REQUIRED ACTION =>
In your copy, leave out the pictures and repeat the entries below exactly.

RECORDS FOR THE EXERCISE =>
···

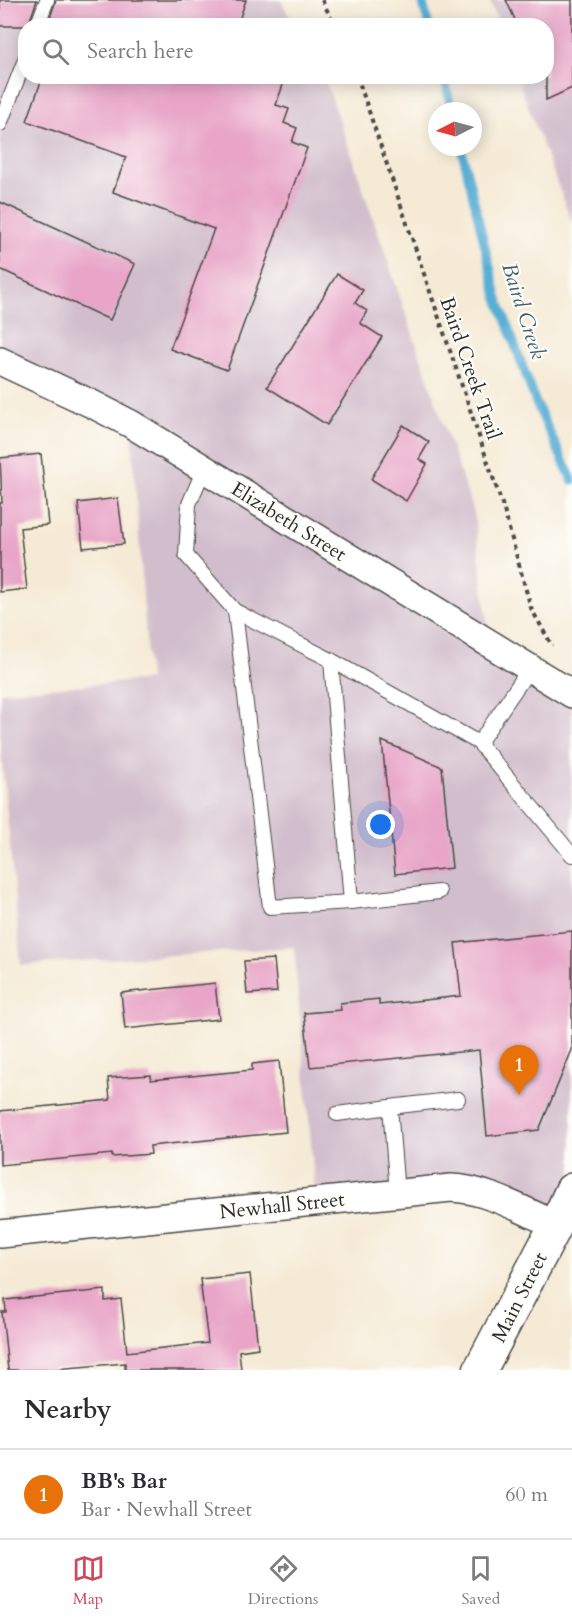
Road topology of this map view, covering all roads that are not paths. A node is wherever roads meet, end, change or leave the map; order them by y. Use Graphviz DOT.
graph roads {
  1 [pos="47,0"];
  2 [pos="41,18"];
  3 [pos="18,78"];
  4 [pos="0,124"];
  5 [pos="0,361"];
  6 [pos="204,469"];
  7 [pos="235,611"];
  8 [pos="331,660"];
  9 [pos="530,668"];
  10 [pos="572,694"];
  11 [pos="479,743"];
  12 [pos="572,855"];
  13 [pos="439,892"];
  14 [pos="351,902"];
  15 [pos="458,1099"];
  16 [pos="390,1107"];
  17 [pos="338,1114"];
  18 [pos="572,1190"];
  19 [pos="397,1193"];
  20 [pos="556,1225"];
  21 [pos="0,1234"];
  22 [pos="480,1370"];
  1 -- 2 [label="lane"];
  3 -- 4 [label="lane"];
  5 -- 6 [label="street, Elizabeth Street"];
  6 -- 7 [label="lane"];
  6 -- 9 [label="street, Elizabeth Street"];
  7 -- 8 [label="lane"];
  7 -- 14 [label="lane"];
  8 -- 11 [label="lane"];
  8 -- 14 [label="lane"];
  9 -- 10 [label="street, Elizabeth Street"];
  9 -- 11 [label="lane"];
  11 -- 12 [label="lane"];
  13 -- 14 [label="lane"];
  15 -- 16 [label="lane"];
  16 -- 17 [label="lane"];
  16 -- 19 [label="lane"];
  18 -- 20 [label="main road, Main Street"];
  19 -- 20 [label="street, Newhall Street"];
  19 -- 21 [label="street, Newhall Street"];
  20 -- 22 [label="main road, Main Street"];
}
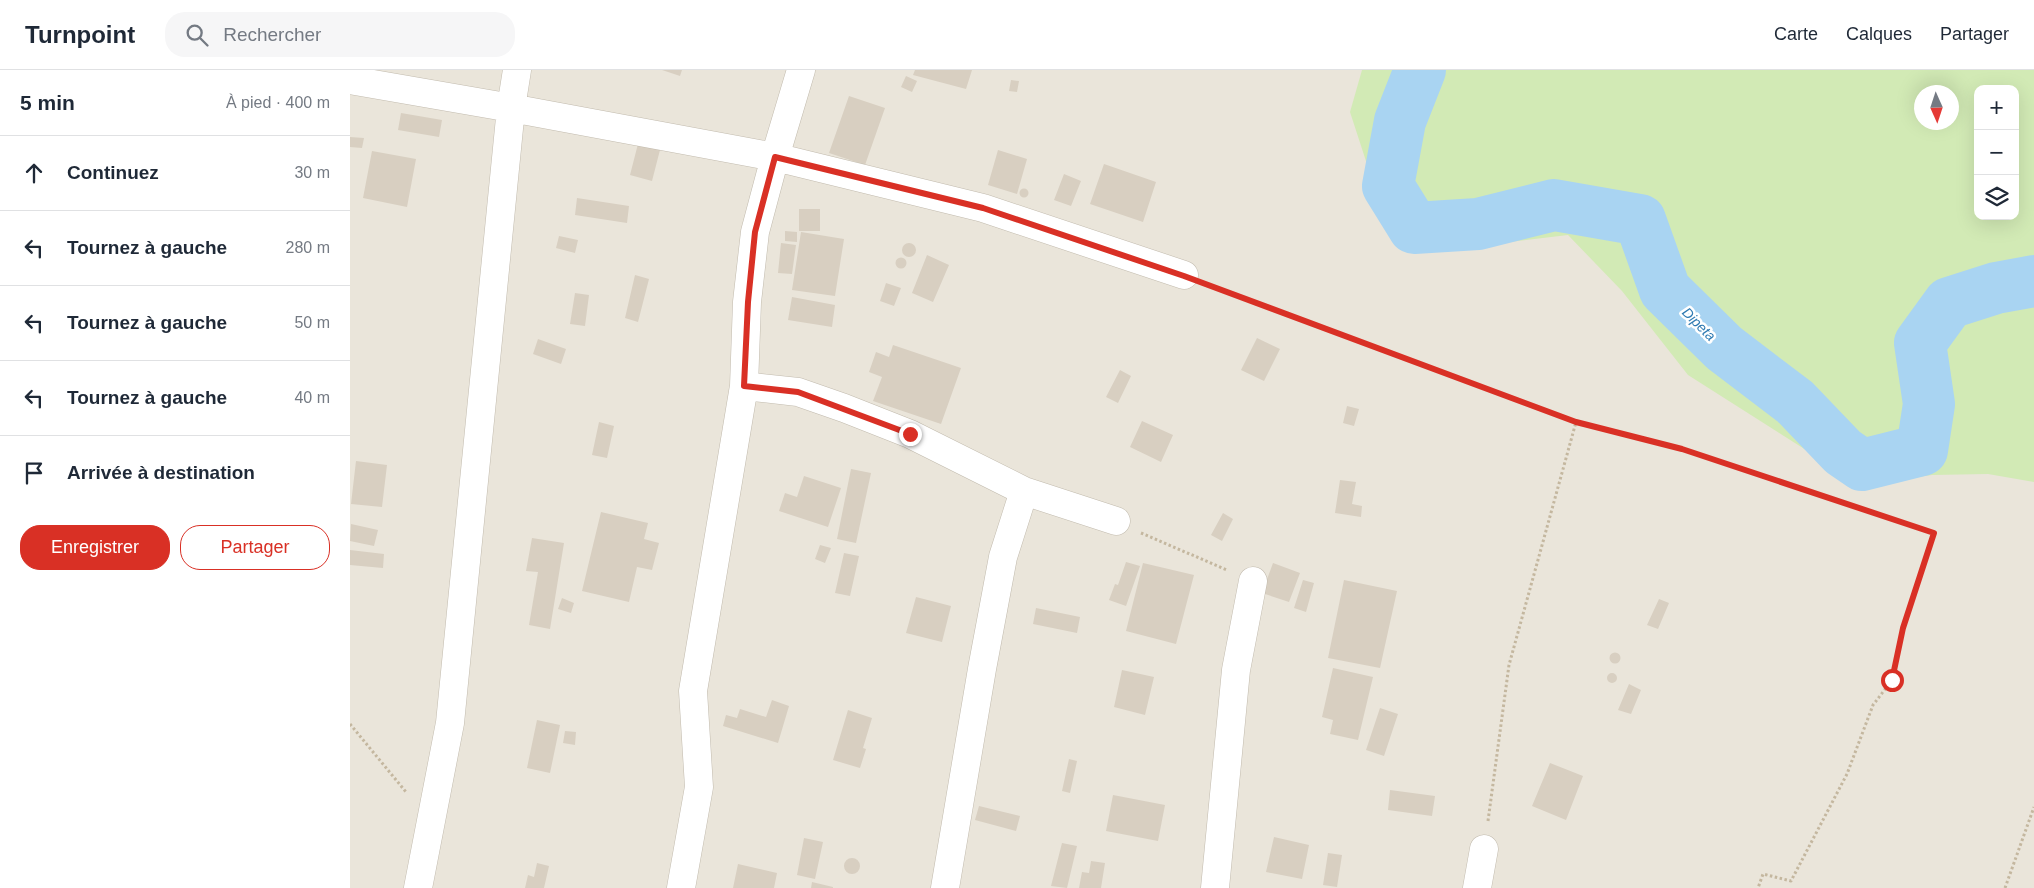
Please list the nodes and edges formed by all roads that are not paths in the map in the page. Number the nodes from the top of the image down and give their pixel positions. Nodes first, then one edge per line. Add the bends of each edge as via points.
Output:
1 (517, 70) edge
2 (801, 70) edge
3 (350, 80) edge
4 (512, 108) junction
5 (775, 157) junction
6 (1184, 276) road end
7 (744, 386) junction
8 (1024, 491) junction
9 (1116, 521) road end
10 (1252, 581) road end
11 (1484, 848) road end
12 (418, 888) edge
13 (681, 888) edge
14 (946, 888) edge
15 (1215, 888) edge
16 (1478, 888) edge

1 - 4 street
2 - 5 street
3 - 4 street
4 - 5 street
4 - 12 street via 450,723
5 - 6 street via 983,208
5 - 7 street via 755,232
7 - 8 street via 798,392 844,408 910,434
7 - 13 street via 693,691 699,787
8 - 9 street
8 - 14 street via 1003,557
10 - 15 street via 1236,670
11 - 16 street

···

WRITTEN SOLUTION =>
Road topology of this map view, covering all roads that are not paths. A node is wherever roads meet, end, change or leave the map; order them by y. Use Graphviz DOT.
graph roads {
  1 [pos="47,0"];
  2 [pos="41,18"];
  3 [pos="18,78"];
  4 [pos="0,124"];
  5 [pos="0,361"];
  6 [pos="204,469"];
  7 [pos="235,611"];
  8 [pos="331,660"];
  9 [pos="530,668"];
  10 [pos="572,694"];
  11 [pos="479,743"];
  12 [pos="572,855"];
  13 [pos="439,892"];
  14 [pos="351,902"];
  15 [pos="458,1099"];
  16 [pos="390,1107"];
  17 [pos="338,1114"];
  18 [pos="572,1190"];
  19 [pos="397,1193"];
  20 [pos="556,1225"];
  21 [pos="0,1234"];
  22 [pos="480,1370"];
  1 -- 2 [label="lane"];
  3 -- 4 [label="lane"];
  5 -- 6 [label="street, Elizabeth Street"];
  6 -- 7 [label="lane"];
  6 -- 9 [label="street, Elizabeth Street"];
  7 -- 8 [label="lane"];
  7 -- 14 [label="lane"];
  8 -- 11 [label="lane"];
  8 -- 14 [label="lane"];
  9 -- 10 [label="street, Elizabeth Street"];
  9 -- 11 [label="lane"];
  11 -- 12 [label="lane"];
  13 -- 14 [label="lane"];
  15 -- 16 [label="lane"];
  16 -- 17 [label="lane"];
  16 -- 19 [label="lane"];
  18 -- 20 [label="main road, Main Street"];
  19 -- 20 [label="street, Newhall Street"];
  19 -- 21 [label="street, Newhall Street"];
  20 -- 22 [label="main road, Main Street"];
}
Please list the nodes and edges formed by all roads that are not paths in the map in the page. Number the nodes from the top of the image down and give their pixel positions. Nodes first, then one edge per line. Add the bends of each edge as via points.
Output:
1 (517, 70) edge
2 (801, 70) edge
3 (350, 80) edge
4 (512, 108) junction
5 (775, 157) junction
6 (1184, 276) road end
7 (744, 386) junction
8 (1024, 491) junction
9 (1116, 521) road end
10 (1252, 581) road end
11 (1484, 848) road end
12 (418, 888) edge
13 (681, 888) edge
14 (946, 888) edge
15 (1215, 888) edge
16 (1478, 888) edge

1 - 4 street
2 - 5 street
3 - 4 street
4 - 5 street
4 - 12 street via 450,723
5 - 6 street via 983,208
5 - 7 street via 755,232
7 - 8 street via 798,392 844,408 910,434
7 - 13 street via 693,691 699,787
8 - 9 street
8 - 14 street via 1003,557
10 - 15 street via 1236,670
11 - 16 street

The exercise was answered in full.